Asyncio allows you to replace the event loop with an implementation of your own. For Temporal Python we represent workflows as a custom, durable asyncio event loops so things like asyncio.sleep are durable timers (i.e. code can resume on another machine, so you can sleep for weeks). Here is a post explaining how it's done: https://temporal.io/blog/durable-distributed-asyncio-event-l....
The biggest problem with asyncio is how easy/common it is in Python to be able to block the asyncio thread with synchronous calls, gumming up the whole system. Python sorely needs a static analysis tool that can build a call graph to help detect if a known thread-blocking call is called directly or directly from an async def.
Why not use threads ? I'm still trying to understand if Python is really meant for concurrency. Asyncio always felt like it's barely hanging on, maybe it's me, by C# has a cleaner async implementation in my opinion.
We need hundreds or thousands and they need to be cheap and, in Temporal's case, the cooperative multitasking needs to be deterministic which native threads are not. Temporal's C# SDK uses .NET tasks the same way and tasks have a lot of parallels with asyncio (though they combine with threads in one static thread pool which can be confusing in itself).
Is C# generally faster or more efficient here?
Forgive my ignorance, but I always figured Python just doesn't scale well for this use case.
Massively so. You can spawn 1 million tasks waiting for a Task.Delay and threadpool will trivially survive the punishment.
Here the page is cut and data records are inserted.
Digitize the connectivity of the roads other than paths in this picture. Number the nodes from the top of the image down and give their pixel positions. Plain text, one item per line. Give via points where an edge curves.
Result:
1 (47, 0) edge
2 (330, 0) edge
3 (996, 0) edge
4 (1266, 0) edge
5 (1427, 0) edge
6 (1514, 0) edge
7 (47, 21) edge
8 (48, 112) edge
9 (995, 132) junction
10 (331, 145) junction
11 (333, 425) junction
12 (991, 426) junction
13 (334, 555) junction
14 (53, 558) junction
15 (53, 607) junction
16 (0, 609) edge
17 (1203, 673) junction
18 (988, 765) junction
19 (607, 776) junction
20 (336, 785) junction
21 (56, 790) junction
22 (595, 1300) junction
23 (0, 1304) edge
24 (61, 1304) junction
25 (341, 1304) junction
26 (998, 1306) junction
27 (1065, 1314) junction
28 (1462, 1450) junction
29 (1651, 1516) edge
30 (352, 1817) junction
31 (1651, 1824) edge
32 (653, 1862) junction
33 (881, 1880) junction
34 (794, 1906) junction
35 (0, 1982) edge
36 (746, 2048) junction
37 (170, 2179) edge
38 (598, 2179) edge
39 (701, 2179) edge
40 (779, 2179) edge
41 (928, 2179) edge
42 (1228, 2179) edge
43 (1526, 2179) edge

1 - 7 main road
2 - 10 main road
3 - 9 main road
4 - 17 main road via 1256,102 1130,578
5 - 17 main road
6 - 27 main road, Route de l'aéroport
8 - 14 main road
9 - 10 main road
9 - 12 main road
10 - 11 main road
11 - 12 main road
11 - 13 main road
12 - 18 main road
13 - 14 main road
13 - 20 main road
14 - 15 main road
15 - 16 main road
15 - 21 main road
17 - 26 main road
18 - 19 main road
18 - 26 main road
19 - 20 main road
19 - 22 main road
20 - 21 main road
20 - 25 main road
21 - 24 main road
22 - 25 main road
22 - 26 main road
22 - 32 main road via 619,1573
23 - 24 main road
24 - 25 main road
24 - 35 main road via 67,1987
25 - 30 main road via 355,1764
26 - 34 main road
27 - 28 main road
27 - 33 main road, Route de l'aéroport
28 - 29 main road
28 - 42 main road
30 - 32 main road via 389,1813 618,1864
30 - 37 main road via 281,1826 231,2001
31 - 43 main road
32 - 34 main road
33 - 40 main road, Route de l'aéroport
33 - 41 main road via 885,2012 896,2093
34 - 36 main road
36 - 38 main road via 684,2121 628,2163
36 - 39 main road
Not so much with Python, which has a lot of problems scaling to all cores and also deals with interpreter lock (I assume it is better now and no longer pure GIL style?). The advice for Python seems to be to use multi-processing and even then it is orders of magnitude of difference in CPU time spent per operation. One language compiles to codegen that is not far from what you see out of GCC or Clang, another one is purely interpreted which means significant difference in resource utilization.
Although top positions do a lot of "cheating", take a look where most Python entries sit: https://www.techempower.com/benchmarks/#hw=ph&test=fortune&s...
Fastest Python entry starts at 234th place while .NET one is at 16th (and that with still somewhat heavy impl., upper bracket of Fortunes is bottle-necked by DB driver as well which is what top entries win with).
What a great response.
I had the same feeling here, .net is just faster , but I think a lot of teams get into this workflow where they already have a Python solution and they don't want to rewrite it.
I'm not saying everything needs to be written in a systems language like Rust, but Python always strikes me as a weird choice where performance is a concern.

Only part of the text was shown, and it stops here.